All lines holding the word "every" are to be copied from the records beneath.

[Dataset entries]
- Opening Delimiter -
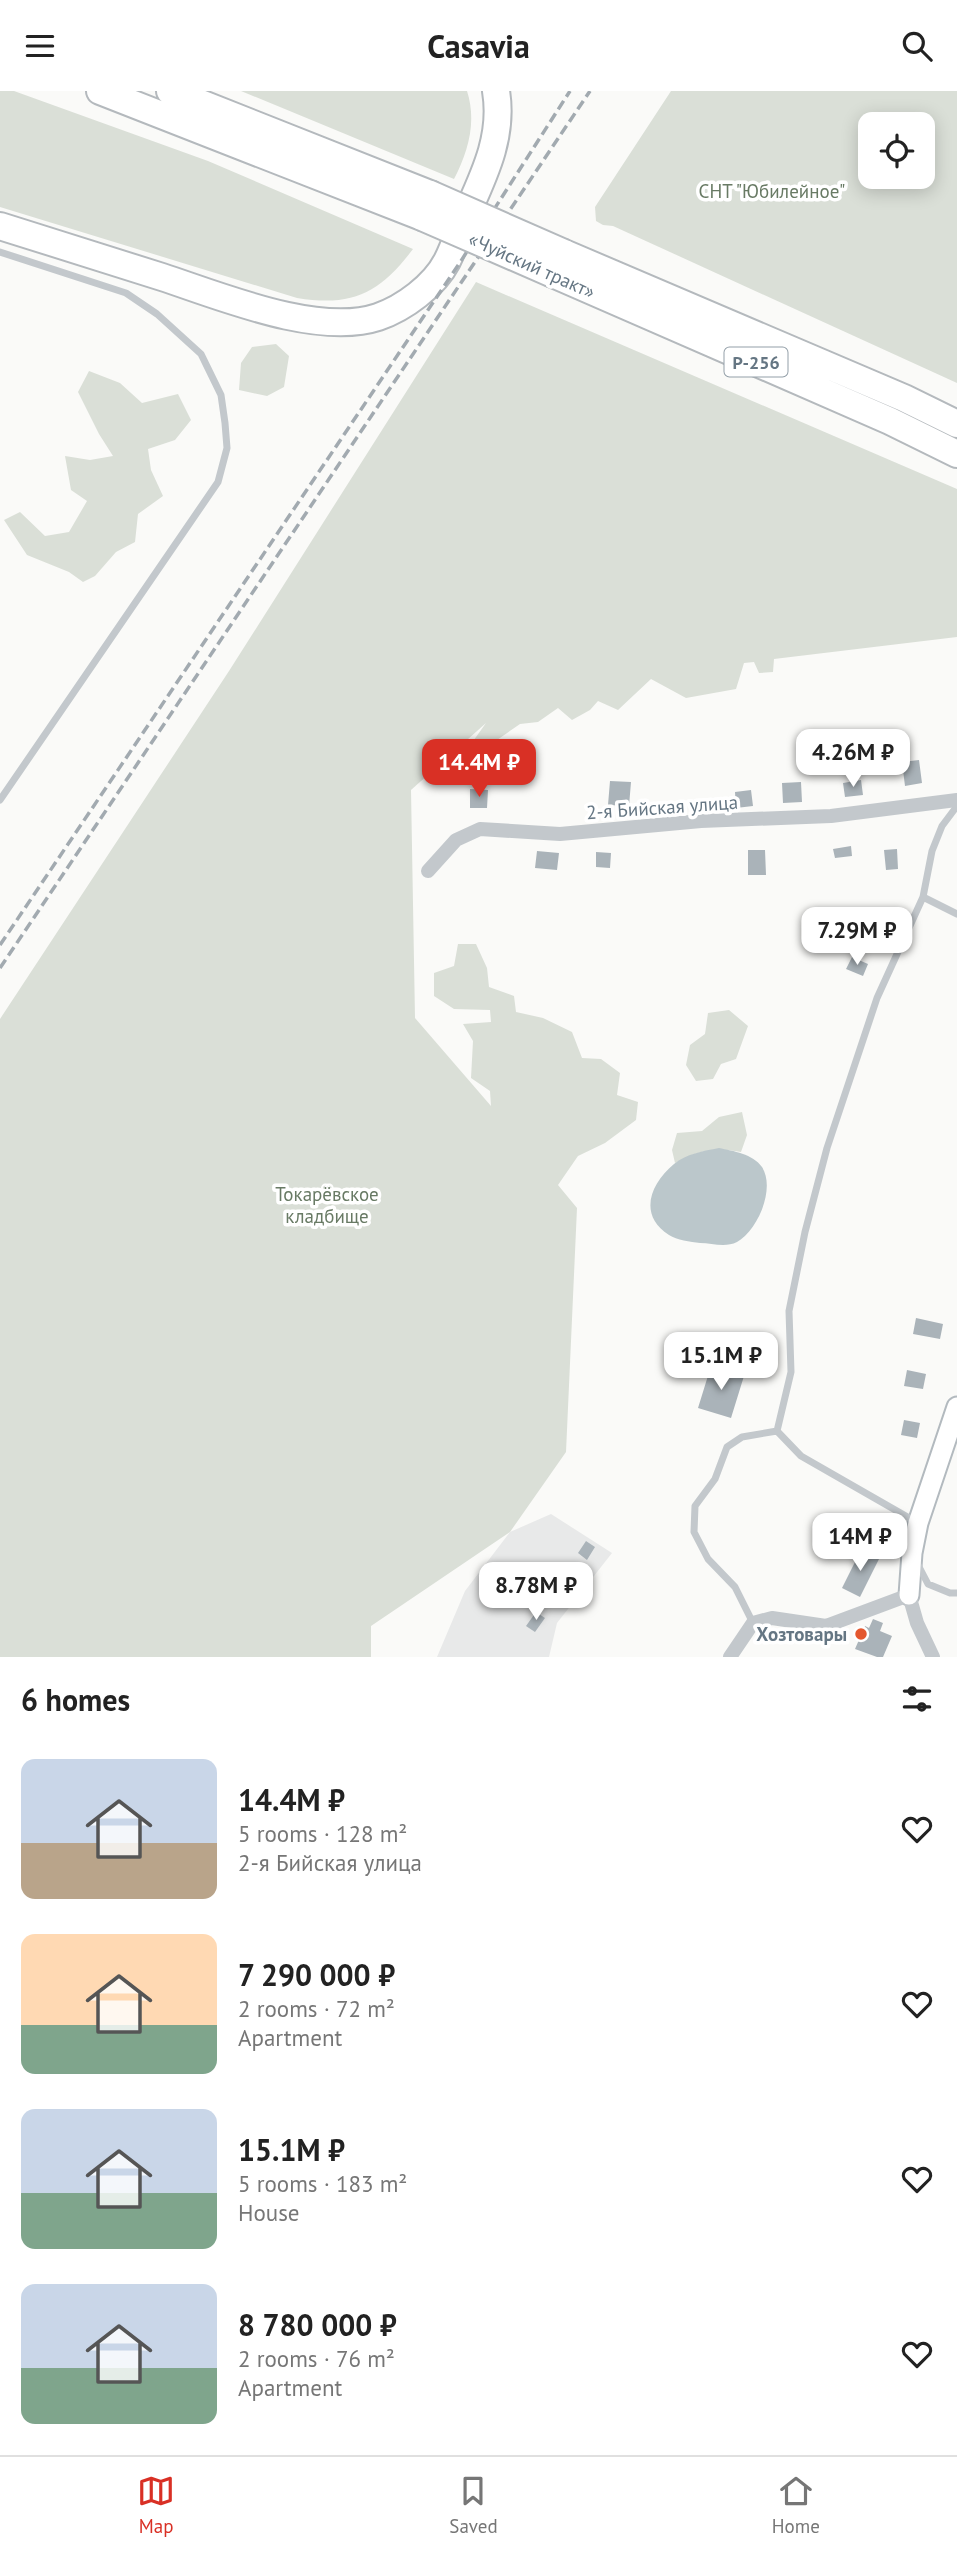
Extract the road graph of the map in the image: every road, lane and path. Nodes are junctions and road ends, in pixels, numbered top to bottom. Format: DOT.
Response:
graph roads {
  1 [pos="100,91"];
  2 [pos="170,91"];
  3 [pos="496,91"];
  4 [pos="426,205"];
  5 [pos="0,226"];
  6 [pos="0,252"];
  7 [pos="559,264"];
  8 [pos="957,424"];
  9 [pos="957,454"];
  10 [pos="0,800"];
  11 [pos="957,800"];
  12 [pos="957,806"];
  13 [pos="428,871"];
  14 [pos="923,897"];
  15 [pos="957,915"];
  16 [pos="957,1407"];
  17 [pos="778,1431"];
  18 [pos="918,1523"];
  19 [pos="912,1553"];
  20 [pos="957,1593"];
  21 [pos="909,1595"];
  22 [pos="753,1623"];
  23 [pos="730,1657"];
  24 [pos="933,1657"];
  1 -- 4 [label="highway, «Чуйский тракт» / Р-256"];
  2 -- 4 [label="highway, «Чуйский тракт» / Р-256"];
  3 -- 5 [label="highway"];
  4 -- 7 [label="highway, «Чуйский тракт» / Р-256, bridge"];
  6 -- 10 [label="lane"];
  7 -- 8 [label="highway, «Чуйский тракт» / Р-256"];
  7 -- 9 [label="highway, «Чуйский тракт» / Р-256"];
  11 -- 13 [label="street, 2-я Бийская улица"];
  12 -- 14 [label="lane"];
  14 -- 15 [label="lane"];
  14 -- 17 [label="lane"];
  16 -- 18 [label="street"];
  17 -- 18 [label="lane"];
  17 -- 22 [label="lane"];
  18 -- 19 [label="street"];
  19 -- 20 [label="lane"];
  19 -- 21 [label="street"];
  21 -- 22 [label="street"];
  21 -- 24 [label="street"];
  22 -- 23 [label="street"];
}
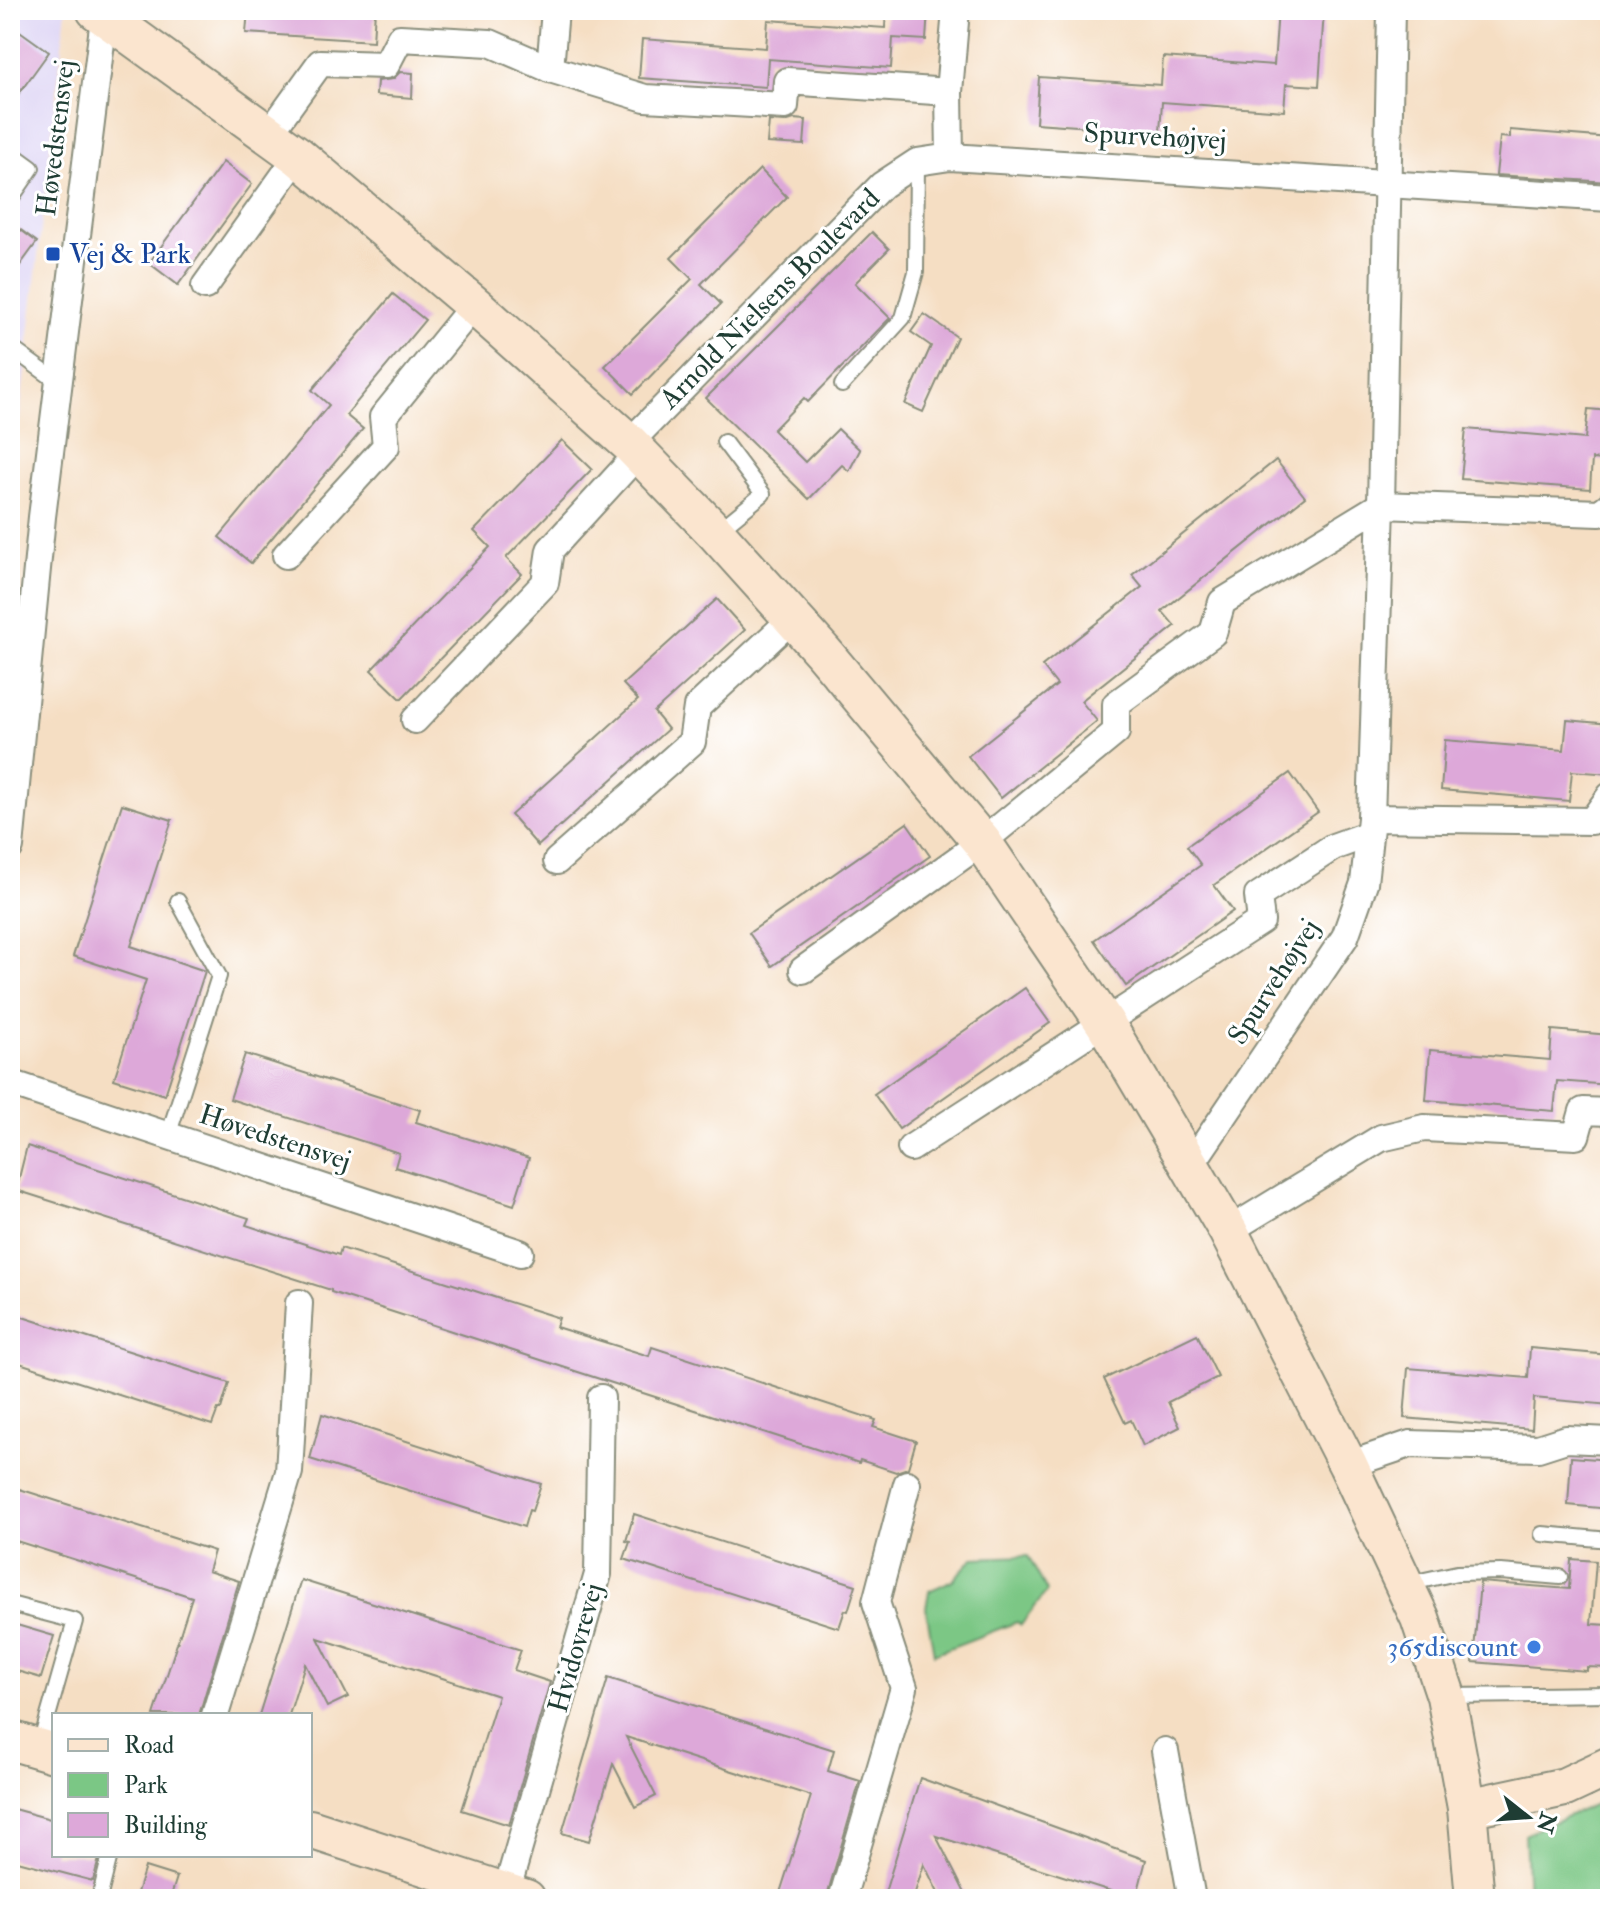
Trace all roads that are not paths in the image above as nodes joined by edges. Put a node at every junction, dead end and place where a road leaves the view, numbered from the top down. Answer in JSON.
- Closing Delimiter -
* RESPONSE AREA:
Extract the road graph of the map in the image: every road, lane and path. Nodes are junctions and road ends, in pixels, numbered top to bottom. Format: DOT.
Trace all roads that are not paths in the image above as nodes joined by edges. Put a node at every junction, dead end and place where a road leaves the view, numbered from the top down. Answer in JSON.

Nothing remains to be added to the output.